La filosofía surgió en la Grecia antigua en gran parte como respuesta a los límites de la religión, la cual pretende brindar respuestas no racionales a fenómenos complejos. El pensamiento dogmático, que apela principalmente a la emoción, no nos permite resolver el problema de la mortalidad y todo lo que la vida humana conlleva, la razón sí. Quizás es a esto a lo que se refería Epicuro cuando dijo “la filosofía es la medicina del alma”, o Montaigne cuando escribió: “filosofar es aprender a morir”. El terreno del escepticismo, contrario al de la fe, nos aleja de la superstición para abrirnos a la curiosidad y al deseo de investigar y descubrir por nuestra cuenta. Un proceso, además, apasionante. Enseñar filosofía significa abrirnos al mundo de la duda –una actitud arrogante desde la perspectiva dogmática– para ir descubriendo las causas de lo que nos rodea, poder plantear alternativas que le brinden a la sociedad la posibilidad de realizarse y alcanzar la sabiduría: la conciliación definitiva con nuestra naturaleza.

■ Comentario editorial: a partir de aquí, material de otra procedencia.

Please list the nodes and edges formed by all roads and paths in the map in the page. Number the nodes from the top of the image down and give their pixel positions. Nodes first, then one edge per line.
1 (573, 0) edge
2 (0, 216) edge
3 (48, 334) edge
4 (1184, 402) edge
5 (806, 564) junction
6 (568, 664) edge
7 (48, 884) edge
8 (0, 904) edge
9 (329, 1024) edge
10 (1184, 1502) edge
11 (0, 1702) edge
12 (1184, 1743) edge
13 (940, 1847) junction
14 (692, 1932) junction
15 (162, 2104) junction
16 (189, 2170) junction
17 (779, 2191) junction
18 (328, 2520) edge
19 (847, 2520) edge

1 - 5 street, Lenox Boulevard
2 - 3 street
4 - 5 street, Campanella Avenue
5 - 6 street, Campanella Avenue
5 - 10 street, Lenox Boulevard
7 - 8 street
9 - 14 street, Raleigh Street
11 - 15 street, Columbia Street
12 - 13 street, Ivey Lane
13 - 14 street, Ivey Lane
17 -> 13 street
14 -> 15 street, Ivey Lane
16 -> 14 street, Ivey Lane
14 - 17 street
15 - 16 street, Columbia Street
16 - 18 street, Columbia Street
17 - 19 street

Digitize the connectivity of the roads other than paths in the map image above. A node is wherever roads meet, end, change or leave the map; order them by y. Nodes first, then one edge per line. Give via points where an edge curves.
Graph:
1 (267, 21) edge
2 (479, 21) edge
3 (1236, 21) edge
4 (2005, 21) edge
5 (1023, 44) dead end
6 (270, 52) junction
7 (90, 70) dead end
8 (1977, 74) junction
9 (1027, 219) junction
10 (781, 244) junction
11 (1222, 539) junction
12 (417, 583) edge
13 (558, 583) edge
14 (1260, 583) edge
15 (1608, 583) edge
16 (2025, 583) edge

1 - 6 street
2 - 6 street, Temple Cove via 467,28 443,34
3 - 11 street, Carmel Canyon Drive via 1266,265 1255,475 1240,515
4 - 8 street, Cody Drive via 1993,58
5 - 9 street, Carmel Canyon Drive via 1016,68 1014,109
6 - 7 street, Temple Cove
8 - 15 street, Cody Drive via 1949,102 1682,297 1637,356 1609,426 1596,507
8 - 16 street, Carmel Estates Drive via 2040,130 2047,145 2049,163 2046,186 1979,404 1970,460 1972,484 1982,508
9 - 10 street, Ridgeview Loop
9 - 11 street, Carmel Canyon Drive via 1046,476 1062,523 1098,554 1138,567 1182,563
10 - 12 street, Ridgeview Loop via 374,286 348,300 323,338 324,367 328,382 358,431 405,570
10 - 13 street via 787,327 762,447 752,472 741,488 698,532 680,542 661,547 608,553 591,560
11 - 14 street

La filosofía parte de la observación y de los principios de la lógica, es por ello que ha estado íntimamente ligada a la ciencia desde sus inicios. Estudios sobre la mente han puesto en evidencia la veracidad de teorías filosóficas antiguas mientras otros nos sirven para profundizar en planteamientos filosóficos que siguen vigentes alrededor de temas como la moral o la política. Y si bien la razón puede estar sujeta a sesgos, como seres imperfectos que somos, en su mejor versión nos puede guiar mucho mejor que nuestra intuición, ayudar a reconocer situaciones objetiva e imparcialmente y saber responder mejor; es sólo a través de esta que podremos hacer sentido del mundo, aprender a no conformarnos con la ceguera o la incerteza de cuál es nuestro papel en la vida. El pensamiento crítico, como punto de partida, es determinante en la búsqueda de la felicidad, la realización social y la libertad. Toda concepción de libertad que contradiga el pensamiento crítico no es libertad, y toda idea de “salvación” que se resista a la duda no hace sino perpetuar la ignorancia.